Energiebolzen
Mitunter bekommt selbst der durchaus technikaffine zonebattler bahnbrechende technologische Entwicklungen nicht sofort mit, vor allem wenn diese eher klein und unscheinbar daherkommen: Über ein Jahr nach der Markteinführung (!) bin ich tatsächlich erst dieser Tage auf die neuartigen »eneloop«-Akkus aufmerksam geworden, die der Hersteller Sanyo in den Baugrößen Mignon (AA) und Micro (AAA) fertigt und über den einschlägigen Fachhandel vertreibt.
Bei beiden Typen handelt es sich zunächst einmal um wiederaufladbare Zellen in Nickelmetallhydrid-Technik (NiMH). Äußerlich sind die kleinen Stromspeicher eher dezent gewandet und eingermaßen unauffällig:
Auch ihre inneren Werte lassen zunächst keine Wunder erhoffen: Mit 2000 mAh (Mignon) bzw. 800 mAh (Micro) liegen die zylindrischen Zellen sogar signifikant unterhalb der heutzutage üblichen Kapazitäten (ca. 2700 mAH bei Mignon-Akkus und bis 1100 mAh bei Micros).
Der Clou liegt in der bei diesen Akkus phänomenal geringen Selbstentladung, die nunmehr auch den sinnvollen Einsatz in Geringverbrauchern wie Fernbedienungen und Uhren oder nur recht sporadisch benutzten »Batterie-Aufbewahrungsbehältern« (vulgo »Taschenlampen«) ermöglicht: Während sich randvoll geladene NiMH-Zylinder herkömmlicher Machart bei Nichtbenutzung relativ zügig entladen (und damit als länger mitgeführte Notfallreserve wenig taugen), sollen die eneloops selbst nach einem Jahr Lagerzeit immer noch 85% der ehedem zugeführten Ladung intus haben!
Insbesondere für Digitalknipser wie mich kommt das einer Offenbarung gleich: Endlich muß man vor einer Foto-Tour oder Urlaubsreise nicht mehr sämtliche Akku-Sätze neu laden, endlich muß man nicht mehr mit an sich unnötigen Ladezyklen die Lebensdauer seiner kostbaren Zellen strapazieren.

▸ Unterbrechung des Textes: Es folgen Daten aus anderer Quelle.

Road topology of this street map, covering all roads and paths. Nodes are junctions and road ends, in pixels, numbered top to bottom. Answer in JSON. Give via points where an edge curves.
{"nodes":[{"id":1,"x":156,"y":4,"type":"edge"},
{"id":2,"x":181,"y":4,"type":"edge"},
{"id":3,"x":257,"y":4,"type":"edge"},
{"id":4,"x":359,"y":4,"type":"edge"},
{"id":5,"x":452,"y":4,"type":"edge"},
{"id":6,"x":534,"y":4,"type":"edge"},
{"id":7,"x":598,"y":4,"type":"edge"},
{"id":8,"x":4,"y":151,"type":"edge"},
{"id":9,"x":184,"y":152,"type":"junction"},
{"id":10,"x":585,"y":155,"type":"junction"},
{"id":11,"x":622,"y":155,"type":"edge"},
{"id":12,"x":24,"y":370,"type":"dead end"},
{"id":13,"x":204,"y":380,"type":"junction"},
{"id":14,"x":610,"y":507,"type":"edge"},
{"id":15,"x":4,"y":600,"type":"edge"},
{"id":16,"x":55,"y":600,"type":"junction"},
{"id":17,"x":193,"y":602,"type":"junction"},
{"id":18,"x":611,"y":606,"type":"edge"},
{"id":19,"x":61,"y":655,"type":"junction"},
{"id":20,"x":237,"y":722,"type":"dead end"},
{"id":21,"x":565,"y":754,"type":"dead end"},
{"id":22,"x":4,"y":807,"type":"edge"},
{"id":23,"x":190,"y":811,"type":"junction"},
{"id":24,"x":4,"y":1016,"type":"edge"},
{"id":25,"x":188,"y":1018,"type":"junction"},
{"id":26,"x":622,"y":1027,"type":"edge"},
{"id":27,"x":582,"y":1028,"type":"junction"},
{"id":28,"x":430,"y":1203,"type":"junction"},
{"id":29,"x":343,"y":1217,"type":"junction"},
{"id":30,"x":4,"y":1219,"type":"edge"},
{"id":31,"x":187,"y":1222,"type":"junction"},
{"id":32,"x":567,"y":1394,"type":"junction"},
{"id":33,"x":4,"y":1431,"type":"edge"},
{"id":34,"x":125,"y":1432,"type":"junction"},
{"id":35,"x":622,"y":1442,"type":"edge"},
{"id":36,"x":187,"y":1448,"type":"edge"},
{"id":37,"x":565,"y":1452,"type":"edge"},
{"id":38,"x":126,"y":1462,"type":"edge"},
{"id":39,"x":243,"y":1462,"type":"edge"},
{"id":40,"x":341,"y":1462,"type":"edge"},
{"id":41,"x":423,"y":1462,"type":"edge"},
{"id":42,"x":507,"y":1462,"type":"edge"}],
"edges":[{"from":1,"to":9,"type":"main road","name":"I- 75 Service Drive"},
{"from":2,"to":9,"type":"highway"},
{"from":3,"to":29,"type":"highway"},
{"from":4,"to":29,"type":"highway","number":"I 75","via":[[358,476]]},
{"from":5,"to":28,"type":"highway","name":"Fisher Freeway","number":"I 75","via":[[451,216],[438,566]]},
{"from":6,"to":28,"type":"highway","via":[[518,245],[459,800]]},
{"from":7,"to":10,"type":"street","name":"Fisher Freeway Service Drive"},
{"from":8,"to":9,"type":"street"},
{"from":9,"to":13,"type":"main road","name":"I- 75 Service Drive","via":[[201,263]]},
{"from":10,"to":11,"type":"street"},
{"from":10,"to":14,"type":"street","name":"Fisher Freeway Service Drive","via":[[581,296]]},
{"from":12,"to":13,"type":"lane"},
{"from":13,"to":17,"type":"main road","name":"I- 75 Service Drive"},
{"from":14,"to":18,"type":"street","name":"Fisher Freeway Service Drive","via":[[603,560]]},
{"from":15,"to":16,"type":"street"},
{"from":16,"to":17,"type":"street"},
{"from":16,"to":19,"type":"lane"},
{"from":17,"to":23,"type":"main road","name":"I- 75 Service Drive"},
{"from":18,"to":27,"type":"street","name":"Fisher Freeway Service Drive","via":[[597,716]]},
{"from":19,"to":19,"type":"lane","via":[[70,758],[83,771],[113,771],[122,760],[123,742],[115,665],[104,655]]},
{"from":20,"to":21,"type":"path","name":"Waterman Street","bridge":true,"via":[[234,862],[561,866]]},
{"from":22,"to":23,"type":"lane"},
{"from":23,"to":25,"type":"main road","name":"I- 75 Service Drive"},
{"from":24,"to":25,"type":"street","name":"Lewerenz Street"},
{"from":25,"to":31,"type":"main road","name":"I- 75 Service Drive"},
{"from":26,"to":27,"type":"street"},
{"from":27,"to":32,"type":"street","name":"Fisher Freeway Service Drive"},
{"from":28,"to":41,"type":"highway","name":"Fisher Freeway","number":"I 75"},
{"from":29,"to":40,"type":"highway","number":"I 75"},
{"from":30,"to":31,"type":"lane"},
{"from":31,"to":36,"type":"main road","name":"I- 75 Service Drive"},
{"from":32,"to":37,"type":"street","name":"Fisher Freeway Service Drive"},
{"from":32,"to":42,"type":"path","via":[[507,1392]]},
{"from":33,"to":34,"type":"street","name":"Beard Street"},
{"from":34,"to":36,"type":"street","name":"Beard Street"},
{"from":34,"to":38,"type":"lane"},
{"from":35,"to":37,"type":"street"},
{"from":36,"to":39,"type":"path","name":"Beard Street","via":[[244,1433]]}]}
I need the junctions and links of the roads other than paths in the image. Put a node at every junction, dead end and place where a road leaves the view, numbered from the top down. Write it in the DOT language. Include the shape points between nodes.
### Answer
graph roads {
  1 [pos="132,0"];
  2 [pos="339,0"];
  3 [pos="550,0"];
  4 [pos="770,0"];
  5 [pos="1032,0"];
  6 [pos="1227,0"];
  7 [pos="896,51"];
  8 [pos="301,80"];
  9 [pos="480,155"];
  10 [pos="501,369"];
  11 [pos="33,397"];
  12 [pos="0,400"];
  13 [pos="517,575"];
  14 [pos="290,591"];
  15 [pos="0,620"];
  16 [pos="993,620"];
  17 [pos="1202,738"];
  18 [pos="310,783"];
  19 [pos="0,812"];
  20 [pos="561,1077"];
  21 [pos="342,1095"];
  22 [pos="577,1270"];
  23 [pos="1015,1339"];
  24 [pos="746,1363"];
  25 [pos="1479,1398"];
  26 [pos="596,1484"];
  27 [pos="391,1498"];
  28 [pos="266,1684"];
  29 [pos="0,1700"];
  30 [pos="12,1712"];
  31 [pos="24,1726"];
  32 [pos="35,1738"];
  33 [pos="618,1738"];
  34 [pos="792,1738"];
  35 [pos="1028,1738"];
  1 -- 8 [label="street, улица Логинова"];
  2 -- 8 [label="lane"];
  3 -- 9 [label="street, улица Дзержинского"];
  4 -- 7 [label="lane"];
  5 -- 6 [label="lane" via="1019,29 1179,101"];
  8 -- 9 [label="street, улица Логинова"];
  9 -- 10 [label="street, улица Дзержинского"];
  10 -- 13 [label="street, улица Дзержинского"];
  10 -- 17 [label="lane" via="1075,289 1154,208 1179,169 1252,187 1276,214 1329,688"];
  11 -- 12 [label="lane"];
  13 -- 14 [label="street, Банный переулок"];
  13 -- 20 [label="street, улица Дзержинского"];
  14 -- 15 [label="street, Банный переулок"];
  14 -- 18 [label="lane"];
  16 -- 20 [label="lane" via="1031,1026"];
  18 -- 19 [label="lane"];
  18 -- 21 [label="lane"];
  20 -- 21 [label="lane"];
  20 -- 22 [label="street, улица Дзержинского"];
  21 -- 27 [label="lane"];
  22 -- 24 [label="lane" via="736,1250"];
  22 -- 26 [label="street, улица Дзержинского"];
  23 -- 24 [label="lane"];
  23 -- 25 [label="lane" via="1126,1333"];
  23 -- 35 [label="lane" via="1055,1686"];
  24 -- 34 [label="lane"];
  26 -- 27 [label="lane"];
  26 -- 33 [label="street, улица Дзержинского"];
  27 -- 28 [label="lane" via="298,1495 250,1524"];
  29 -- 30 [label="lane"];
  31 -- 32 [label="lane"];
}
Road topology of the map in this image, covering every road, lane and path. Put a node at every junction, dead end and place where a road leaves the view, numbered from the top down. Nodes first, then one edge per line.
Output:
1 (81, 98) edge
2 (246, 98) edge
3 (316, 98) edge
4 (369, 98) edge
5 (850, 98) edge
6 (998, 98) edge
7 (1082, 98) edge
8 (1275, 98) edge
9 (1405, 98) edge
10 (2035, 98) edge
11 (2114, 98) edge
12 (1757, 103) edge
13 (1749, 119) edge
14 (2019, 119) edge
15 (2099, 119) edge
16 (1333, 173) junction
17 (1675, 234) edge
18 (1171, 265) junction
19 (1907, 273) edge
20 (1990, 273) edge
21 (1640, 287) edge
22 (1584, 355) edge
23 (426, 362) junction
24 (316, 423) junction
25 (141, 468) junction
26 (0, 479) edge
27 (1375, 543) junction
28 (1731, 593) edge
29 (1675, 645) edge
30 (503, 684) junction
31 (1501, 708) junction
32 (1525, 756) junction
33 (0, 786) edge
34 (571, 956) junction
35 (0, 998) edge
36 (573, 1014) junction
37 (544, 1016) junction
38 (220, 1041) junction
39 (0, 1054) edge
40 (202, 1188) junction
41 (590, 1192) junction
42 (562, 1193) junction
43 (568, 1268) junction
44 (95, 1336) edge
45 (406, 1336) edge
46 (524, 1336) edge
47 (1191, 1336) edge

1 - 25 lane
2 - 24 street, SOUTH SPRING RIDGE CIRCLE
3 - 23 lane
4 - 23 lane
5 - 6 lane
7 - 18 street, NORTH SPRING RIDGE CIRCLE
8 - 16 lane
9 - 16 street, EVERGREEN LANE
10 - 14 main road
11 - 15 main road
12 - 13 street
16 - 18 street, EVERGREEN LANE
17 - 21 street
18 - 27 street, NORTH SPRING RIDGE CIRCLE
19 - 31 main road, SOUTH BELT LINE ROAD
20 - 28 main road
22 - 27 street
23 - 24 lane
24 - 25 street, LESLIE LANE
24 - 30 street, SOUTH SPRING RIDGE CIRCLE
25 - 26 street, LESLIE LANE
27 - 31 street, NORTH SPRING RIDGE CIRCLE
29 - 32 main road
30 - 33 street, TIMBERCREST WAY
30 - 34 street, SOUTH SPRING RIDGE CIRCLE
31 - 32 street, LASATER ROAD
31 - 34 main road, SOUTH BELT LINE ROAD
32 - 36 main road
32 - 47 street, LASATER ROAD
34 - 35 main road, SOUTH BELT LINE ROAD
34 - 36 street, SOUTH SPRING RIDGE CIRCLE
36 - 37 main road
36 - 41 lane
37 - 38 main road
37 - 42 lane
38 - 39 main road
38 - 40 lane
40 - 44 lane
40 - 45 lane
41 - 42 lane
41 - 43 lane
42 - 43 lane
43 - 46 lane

Da erscheint die nominell geringere Kapazität der eneloops nicht wirklich mehr als großer Nachteil: Was nützen einem schon 2700 mAh, wenn mehr als 10% davon schon in den ersten paar Tagen von selbst »verpuffen«?! Entscheidend ist doch letztlich, wieviel man von der ursprünglich hineingesteckten Energie nutzbringend wieder entnehmen kann, und da schlagen die eneloops jedes andere Patent! Hochkapazitive Akkus herkömmlicher Bauart haben nur noch da ihre Berechtigung, wo die hohe Energiedichte auch zeitnah benötigt wird, in ferngesteuerten Modell-Spielzeugen beispielsweise, wo die frisch geladenen Zellen sofort vollständig »ausgelutscht« werden und jede Minute zusätzlicher Fahr-, Schwimm- oder Flugzeit einen echten Gewinn bedeutet...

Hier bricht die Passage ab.